Targeted supplementation: In the 21st century, a healthy diet and lifestyle are no longer enough to optimize your immune function. Intensive supplementation with antioxidants, bioavailable minerals, and essential cofactors makes good sense. While there are no clinical trials to back up this recommendation, anecdotal experience and early observational studies make a good case for it, particularly when nature’s nutrients are used and not synthetic “work-a-likes” that too often do not work very well in practice.
Take enough L-ascorbate: How much is enough? It varies from person to person. To find out, use what I call the “C Cleanse Calibration.”
This is an individualized approach that allows us to find out how much ascorbate each person needs to manage oxidative stress and stimulate tissue repair.
The process involves taking repeating doses of buffered, L-ascorbate powder dissolved in water, in increments of 15 minutes, until there is a complete evacuation of the digestive tract (very watery stools). The buffered ascorbate mobilizes toxins and eliminates them from the body via the GI tract.
To begin the C Cleanse, start with 0.5 teaspoon per glass of water for a generally healthy individual; 1 teaspoon if someone is slightly unwell (and likely to be depleted), and 2 teaspoons if someone is ill. Repeat that dose every 15 minutes.
The total amount required to induce this bowel “flush” can be used to calculate how much supplemental ascorbate someone should take on an on going basis. I generally recommend 75% of the flush-inducing amount as a good daily dosing guideline.

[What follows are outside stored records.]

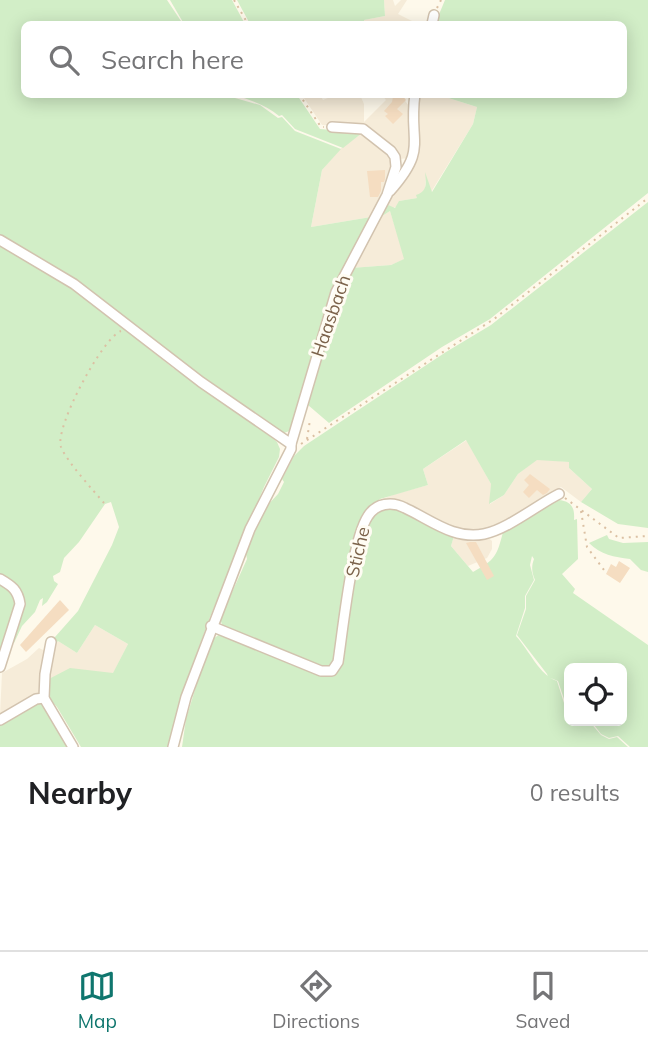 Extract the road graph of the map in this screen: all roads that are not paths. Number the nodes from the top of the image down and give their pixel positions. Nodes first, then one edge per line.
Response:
1 (415, 98) edge
2 (332, 127) road end
3 (387, 195) junction
4 (0, 240) edge
5 (291, 447) junction
6 (559, 494) road end
7 (0, 579) edge
8 (211, 626) junction
9 (51, 642) dead end
10 (0, 667) edge
11 (44, 698) junction
12 (0, 720) edge
13 (73, 747) edge
14 (173, 747) edge

1 - 3 street, Haasbach
2 - 3 street, Haasbach
3 - 5 street, Haasbach
4 - 5 street
5 - 8 street, Haasbach
6 - 8 street, Stiche
7 - 10 street
8 - 14 street, Haasbach
9 - 11 street
11 - 12 street
11 - 13 street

It is important to use 100% L-ascorbate, reduced and buffered with alkalinizing minerals like magnesium, zinc, potassium and calcium. L- ascorbate is an excellent antioxidant and a potent natural anti-viral, but only when it is 100% L-ascorbate, fully reduced and buffered.
Magnesium & Choline Citrate: When taken together, these two are a proven way to improve the amount of magnesium your body can absorb to help maintain the body’s acid-alkaline balance.
Multi vitamin/mineral complex: A basic Multi provide a solid foundation of nutrients necessary for resilient health – take enough to keep your well hydrated urine sunshine yellow!
Get Your Vitamin D3 Up: Especially when staying indoors, you’ll need between 2500-5000 IU daily to keep your circulating D3 levels with the optimal range of 50-80 ng/ml. Maintaining an adequate level of D3 supports a healthy immune system with enhanced viral protection especially from respiratory and intestinal infections.
Zinc: I recommend taking zinc citrate, aspartate or gluconate with Echinacea and Slippery Elm. These fully soluble, synergistic nutrients help fight infection and provide maximum immune support.
There’s a wide spectrum of nutrients and herbs that are potentially helpful in boosting resilience. Among them, I recommend Quercetin dihydrate plus Oligomeric Proanthocyanidins (OPC). Together, they create a potent flavonoid/flavonol combination that works synergistically with L-ascorbate to activate cells responsible for repair.
I also advise liver detox support with milk thistle and synergistic antioxidant nutrients like vitamin E, mixed natural carotenoids and co-enzyme Q10. Lastly, avoid NSAIDs, particularly ibuprofen.
Russell Jaffe received his MD and PhD from Boston University School of Medicine in 1972, and completed his residency in Clinical Pathology at the National Institutes of Health, where he was on the permanent staff as a practicing molecular biologist and molecular pathologist. He has educated himself in nutrition, and was the founding chairman of the Scientific Committee of the American Holistic Medical Association. Dr. Jaffe developed the lymphocyte response assays (LRA) that enable physicians to rule in/out 436 common allergenic substances based on delayed hypersensitivity by functional LRA by ELISA/ACT or MELISA tests. He is also founder of Perque, a practitioner-only nutraceuticals company.